I got our session from a couple days ago on video.

Here is the breakdown:

0:01 The owner offers calm petting as Bruno absorbs his surroundings. We have developed this as a way of allowing him to adjust and get comfortable in the space he will be working in without him needing to explore everything directly.

0:11 The owner asks, “ready?” Bruno responds with a yes, by turning towards the handler expectantly.

0:12 The owner directs him to the tug toy.

0:15 Bruno targets the tug to his owner’s hands to initiate the game.

0:21 Owner says “out.” Bruno outs and starts to offer the down. The owner is frustrated with herself, because she wanted to slip in the “down” verbal cue before he offered the behavior. It isn’t a big deal. I just reminder her to say “down” immediately after saying “out” since he will quickly offer the behavior when the tug is presented low to the ground.

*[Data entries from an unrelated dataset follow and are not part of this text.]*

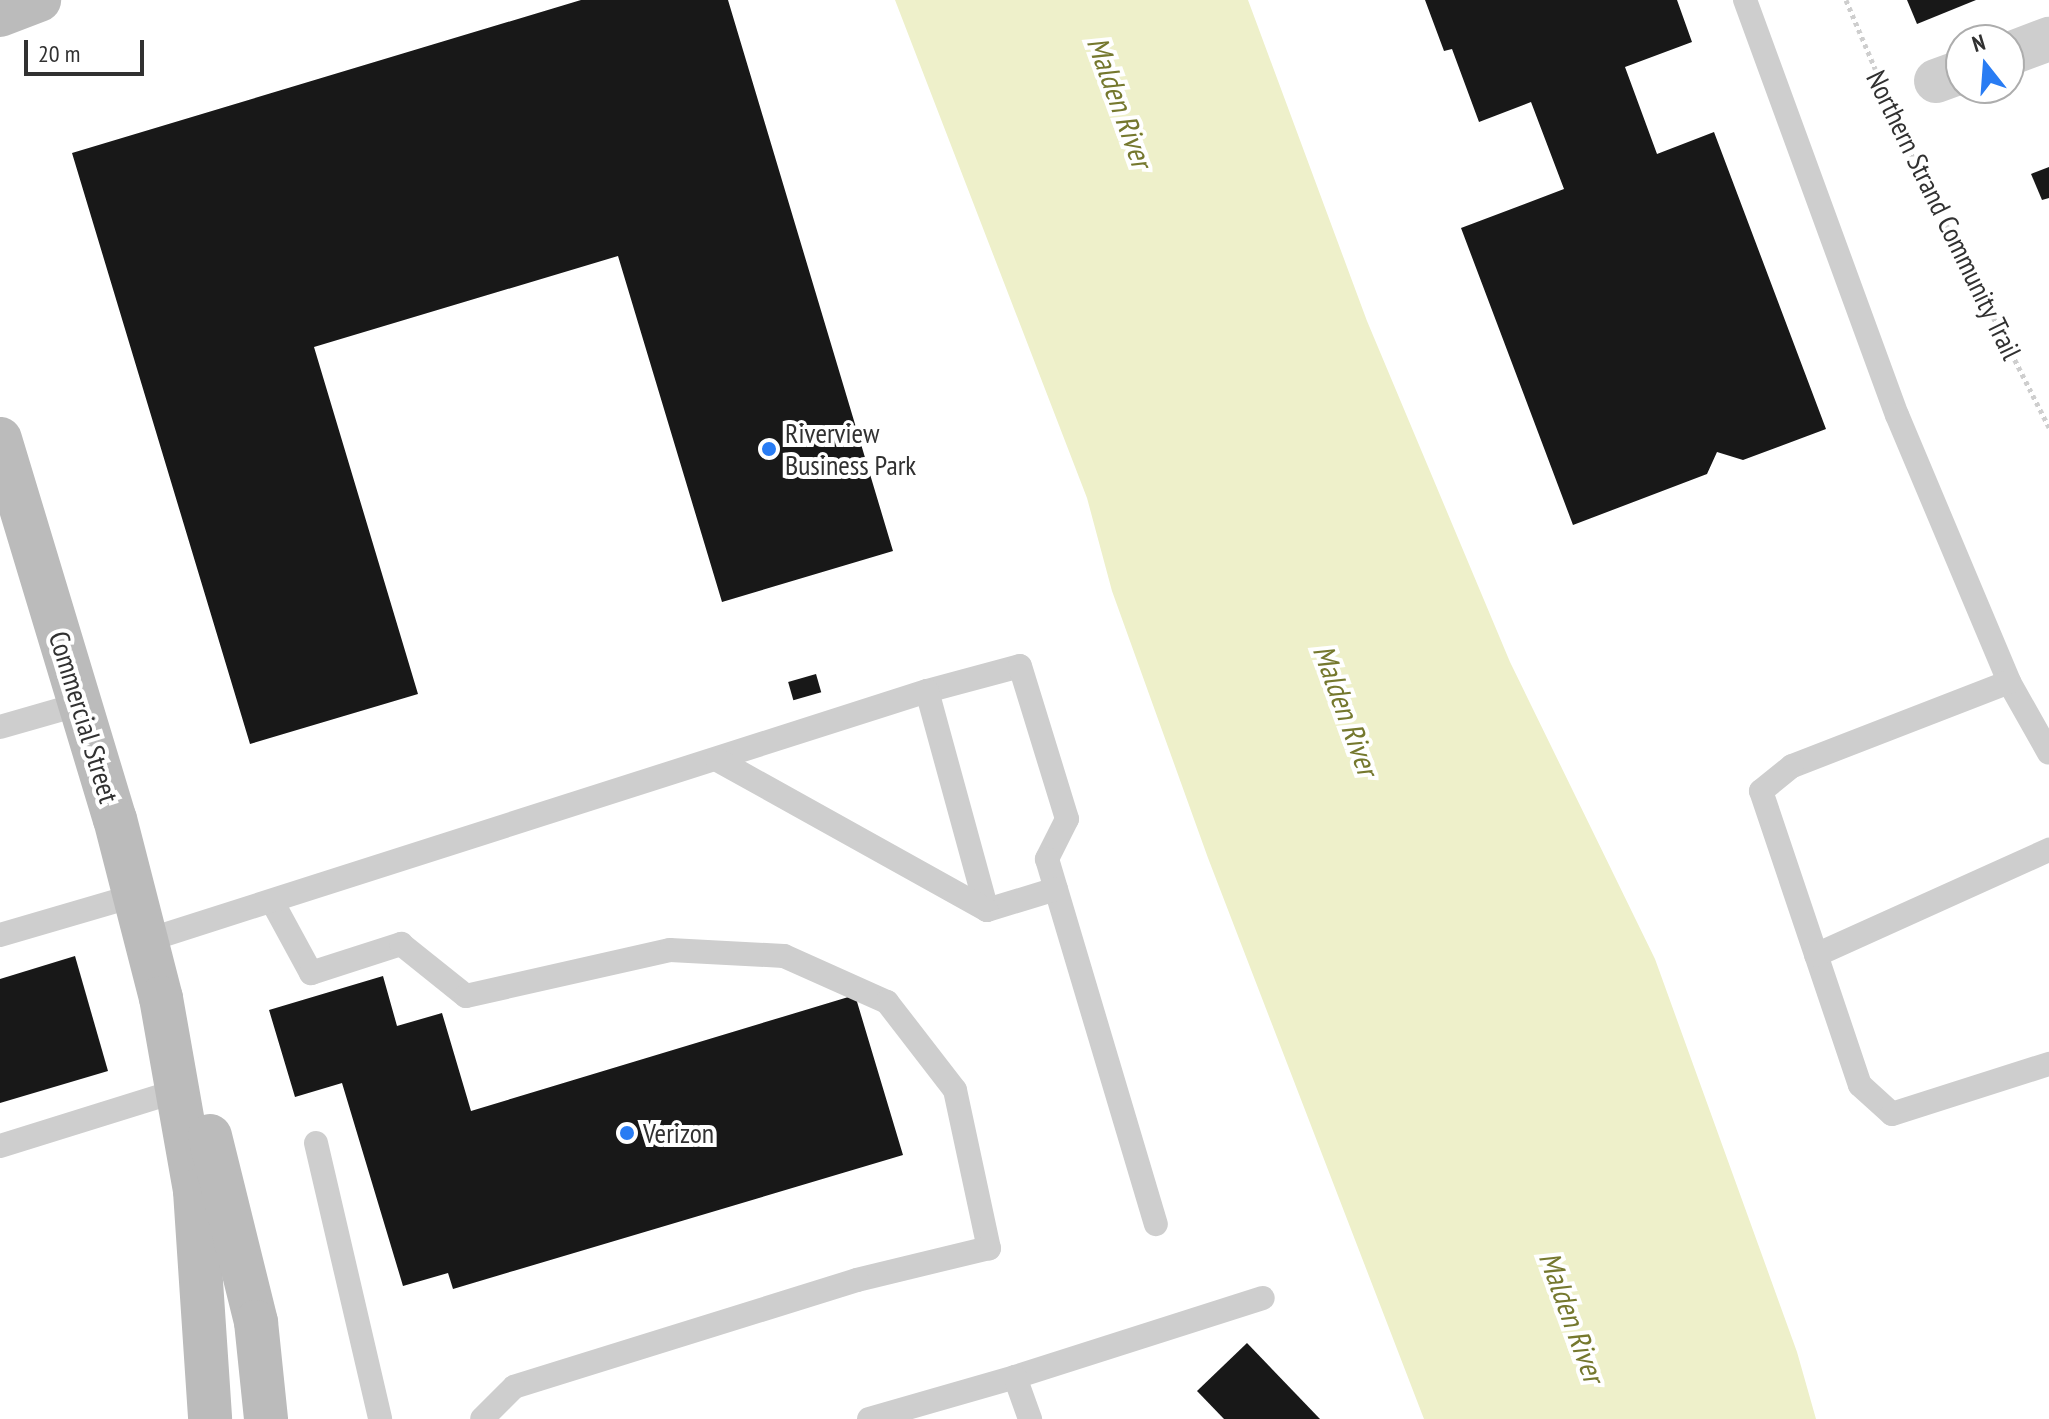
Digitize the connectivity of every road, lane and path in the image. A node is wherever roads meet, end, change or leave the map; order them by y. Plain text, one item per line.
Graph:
1 (39, 0) edge
2 (1745, 0) edge
3 (1846, 0) edge
4 (0, 15) edge
5 (2049, 39) edge
6 (2025, 48) edge
7 (2049, 427) edge
8 (0, 439) edge
9 (2009, 682) junction
10 (927, 691) junction
11 (80, 704) junction
12 (0, 727) edge
13 (2049, 753) edge
14 (718, 760) junction
15 (2049, 850) edge
16 (1056, 889) junction
17 (133, 896) junction
18 (273, 903) junction
19 (987, 910) junction
20 (0, 935) edge
21 (145, 941) junction
22 (1816, 955) junction
23 (161, 998) junction
24 (2049, 1064) edge
25 (177, 1091) junction
26 (316, 1143) dead end
27 (0, 1146) edge
28 (1156, 1224) dead end
29 (1263, 1298) dead end
30 (1015, 1377) junction
31 (210, 1419) edge
32 (266, 1419) edge
33 (380, 1419) edge
34 (482, 1419) edge
35 (869, 1419) edge
36 (1030, 1419) edge

1 - 4 main road
2 - 9 lane
3 - 7 path, Northern Strand Community Trail
5 - 6 street
8 - 11 main road, Commercial Street
9 - 13 lane
9 - 22 lane
10 - 14 lane
10 - 16 lane
10 - 19 lane
11 - 12 lane
11 - 17 main road, Commercial Street
14 - 18 lane
14 - 19 lane
15 - 22 lane
16 - 19 lane
16 - 28 lane
17 - 20 lane
17 - 21 main road, Commercial Street
18 - 21 lane
18 - 34 lane
21 - 23 main road, Commercial Street
22 - 24 lane
23 - 25 main road, Commercial Street
23 - 32 main road, Commercial Street
25 - 27 lane
25 - 31 main road, Commercial Street
26 - 33 lane
29 - 30 lane
30 - 35 lane
30 - 36 lane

0:25 Owner says, “yes,” and the tug game continues.

0:28 The down is repeated. This time the owner sneaks in the “down” before he offers the behavior.

0:41 Owner cues the sit. Notice that even though she returns the tug in front of her, Bruno does not engage the tug until he is told “yes.” Good self control!

0:49 Owner “outs” Bruno. He outs, but he goes back in for the tug prematurely. The owner keeps the tug dead by holding it close to her body. (Good owner!) She captures him standing and waiting at attention (with “yes”). Notice that she waits for what she wants – attention while standing.

Notes about this video:

1. Bruno’s owner does a very good job.

2. It is hard to play a good game of tug with a dog sitting, downing, or standing still. “Yes” solves this issue. The word bridges the gap between the behavior and reinforcement. “Yes” tells Bruno why he is getting the tug, and it also releases him to play tug.

3. Bruno is mostly responding to body language for cues as to what position he should offer. Notice that the owner gives him a different picture for each behavior. Down is an out low to the ground. Sit is the tug moved behind the back and a step backwards. Stand is the tug in front of the body with one leg extended.